Quotes from Activists
- “That is too big a price, but I will forever be thankful to him because my grandkids are going to wake up in a world and maybe never hear the word ‘redskin’ in their life.” - activist Frances Danger
- “For the first time I feel like a lot of people who gave me pushback are saying, ‘Hey, you’re right, this is systemic. I can’t believe I haven’t noticed it.’” - activist Jessica Rodriguez
- “You came here and you’re discriminated against and Blacks are discriminated against too. There’s really no difference.’” - activist Daisy Tam
- “Solidarity is not just an altruistic activity, but one that says, ‘My life and the conditions of my folks rest upon the conditions of Black and Indigenous people in this country,’” - activist Nikita Mitchel
Good Minorities and Bad Minorities Stereotype
Contrary to popular belief, poverty, occupational discrimination, and residential segregation in Asians are not due to cultural “deficiencies” but instead the entrenched, racialized separations. There should be a shared understanding of how the lack of social justice has created a division between minorities, including class-based divisions.

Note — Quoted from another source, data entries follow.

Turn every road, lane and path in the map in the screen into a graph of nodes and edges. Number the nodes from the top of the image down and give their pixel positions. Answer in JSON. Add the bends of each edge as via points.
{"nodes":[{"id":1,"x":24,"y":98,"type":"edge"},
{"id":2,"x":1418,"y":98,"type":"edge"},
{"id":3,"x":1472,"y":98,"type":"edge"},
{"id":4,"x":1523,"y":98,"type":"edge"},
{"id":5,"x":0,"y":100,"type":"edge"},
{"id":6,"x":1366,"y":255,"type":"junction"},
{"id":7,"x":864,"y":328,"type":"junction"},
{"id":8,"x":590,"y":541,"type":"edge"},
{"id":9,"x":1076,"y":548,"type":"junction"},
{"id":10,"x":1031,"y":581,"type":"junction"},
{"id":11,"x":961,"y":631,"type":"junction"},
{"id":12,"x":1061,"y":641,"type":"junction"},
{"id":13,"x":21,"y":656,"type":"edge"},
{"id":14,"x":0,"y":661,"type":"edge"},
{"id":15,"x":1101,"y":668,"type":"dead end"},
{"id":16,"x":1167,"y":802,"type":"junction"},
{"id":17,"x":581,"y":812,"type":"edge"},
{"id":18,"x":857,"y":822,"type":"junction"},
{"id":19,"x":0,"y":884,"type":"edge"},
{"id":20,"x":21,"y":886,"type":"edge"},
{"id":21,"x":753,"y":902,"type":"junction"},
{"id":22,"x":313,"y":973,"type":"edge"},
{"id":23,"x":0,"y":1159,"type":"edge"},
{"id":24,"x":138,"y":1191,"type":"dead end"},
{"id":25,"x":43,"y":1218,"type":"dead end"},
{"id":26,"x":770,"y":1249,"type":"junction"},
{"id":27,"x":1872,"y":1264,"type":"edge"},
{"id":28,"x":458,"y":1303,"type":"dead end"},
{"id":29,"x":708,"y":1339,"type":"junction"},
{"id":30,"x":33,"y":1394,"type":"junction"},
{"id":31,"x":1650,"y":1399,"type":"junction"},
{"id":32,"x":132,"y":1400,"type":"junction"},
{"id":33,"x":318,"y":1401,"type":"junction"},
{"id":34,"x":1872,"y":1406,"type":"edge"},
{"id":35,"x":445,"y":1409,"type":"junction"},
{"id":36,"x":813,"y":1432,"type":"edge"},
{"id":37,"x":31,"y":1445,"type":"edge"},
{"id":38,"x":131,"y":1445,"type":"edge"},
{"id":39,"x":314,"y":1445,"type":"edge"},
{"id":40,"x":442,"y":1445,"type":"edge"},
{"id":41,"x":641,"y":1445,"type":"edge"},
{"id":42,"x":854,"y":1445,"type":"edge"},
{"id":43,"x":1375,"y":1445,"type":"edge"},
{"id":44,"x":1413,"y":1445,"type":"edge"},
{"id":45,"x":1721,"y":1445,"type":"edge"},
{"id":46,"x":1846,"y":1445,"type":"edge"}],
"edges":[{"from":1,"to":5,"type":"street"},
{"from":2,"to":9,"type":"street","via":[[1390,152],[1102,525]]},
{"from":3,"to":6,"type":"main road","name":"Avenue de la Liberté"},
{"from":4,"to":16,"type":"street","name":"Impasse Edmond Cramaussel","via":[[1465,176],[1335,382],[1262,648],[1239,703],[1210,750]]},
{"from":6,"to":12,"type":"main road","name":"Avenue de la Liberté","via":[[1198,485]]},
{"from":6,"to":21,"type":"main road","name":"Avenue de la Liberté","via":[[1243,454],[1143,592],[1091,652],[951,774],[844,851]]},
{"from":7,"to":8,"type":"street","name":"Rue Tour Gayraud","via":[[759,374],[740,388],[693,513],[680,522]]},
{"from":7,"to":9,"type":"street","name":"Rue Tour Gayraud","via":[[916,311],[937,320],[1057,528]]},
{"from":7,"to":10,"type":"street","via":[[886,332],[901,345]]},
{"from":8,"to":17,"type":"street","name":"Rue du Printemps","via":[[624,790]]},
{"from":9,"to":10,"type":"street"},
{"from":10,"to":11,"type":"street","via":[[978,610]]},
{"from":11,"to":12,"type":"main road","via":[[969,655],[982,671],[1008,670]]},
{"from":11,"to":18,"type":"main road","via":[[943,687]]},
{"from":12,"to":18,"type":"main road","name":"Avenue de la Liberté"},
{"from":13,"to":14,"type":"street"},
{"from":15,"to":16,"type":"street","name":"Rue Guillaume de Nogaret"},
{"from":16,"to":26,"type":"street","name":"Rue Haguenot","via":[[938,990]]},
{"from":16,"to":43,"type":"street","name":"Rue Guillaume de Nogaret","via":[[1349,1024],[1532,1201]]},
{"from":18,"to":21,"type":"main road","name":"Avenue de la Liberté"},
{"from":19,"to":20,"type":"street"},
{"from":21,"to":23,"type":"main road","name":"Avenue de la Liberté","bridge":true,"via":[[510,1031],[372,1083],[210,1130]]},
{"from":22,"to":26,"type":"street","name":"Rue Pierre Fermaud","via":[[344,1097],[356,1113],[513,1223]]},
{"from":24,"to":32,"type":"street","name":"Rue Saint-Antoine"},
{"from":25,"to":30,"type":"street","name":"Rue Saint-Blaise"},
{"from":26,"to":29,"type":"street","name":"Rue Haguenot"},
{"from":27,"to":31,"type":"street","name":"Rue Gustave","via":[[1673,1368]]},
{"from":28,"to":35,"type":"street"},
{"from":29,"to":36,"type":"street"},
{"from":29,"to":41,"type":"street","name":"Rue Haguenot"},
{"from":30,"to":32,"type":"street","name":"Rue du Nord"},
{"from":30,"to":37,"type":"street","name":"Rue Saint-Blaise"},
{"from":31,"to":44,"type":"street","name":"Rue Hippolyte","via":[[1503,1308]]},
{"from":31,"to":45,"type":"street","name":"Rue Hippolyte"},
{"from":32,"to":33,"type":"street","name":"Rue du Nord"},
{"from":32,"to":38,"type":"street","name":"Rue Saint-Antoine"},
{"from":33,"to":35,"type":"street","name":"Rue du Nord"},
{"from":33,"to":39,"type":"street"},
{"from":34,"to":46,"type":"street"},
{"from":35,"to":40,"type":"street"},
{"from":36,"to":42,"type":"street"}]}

George Floyd and his murder at the hands of the police has sparked renewed and rightful angry pushback from other long discriminated communities, including the Latinx, Indigenous Peoples, Pacific Islander, and the Asian American communities, to fight against the control of White supremacy that has negatively impacted the structure and opportunities of these communities for decades. All minorities deserve protection and safety, not just those deemed profitable or law-abiding, when the state can always determine what law-abiding means in different political climates.
Race relations, race-related affirmative actions that affect POC differently, the lack of knowledge about each community’s struggles and sociopolitical background, and assimilation into American culture all lead to distrust within communities— which displays the lack of knowledge about the history of discrimination.
Importance of Third World Studies/Ethnic Studies
Third World Studies, later renamed and repackaged as Ethnic Studies, were developed originally to examine the injustice in society and create a common channel where minorities are able to share their views and analyses of different cultures. It is important to keep the interest and passion in Ethnic Studies alive and to honor the BIPOC folks that came before who paved the way for our community to be able to speak out today.
Educating oneself through taking courses such as Ethnic Studies and utilizing media platforms are actions of cross-racial solidarity towards discriminated groups. The multiracial and multicultural alliance that is growing within the younger generation is also important to maintain and prioritize so that none of us will again be another product of racialized wars, systems, and biases. Race and class inequalities in our ancestors’ generation still resonate today, thus we must cultivate allyship within a broader cross-racial context for the betterment of the people.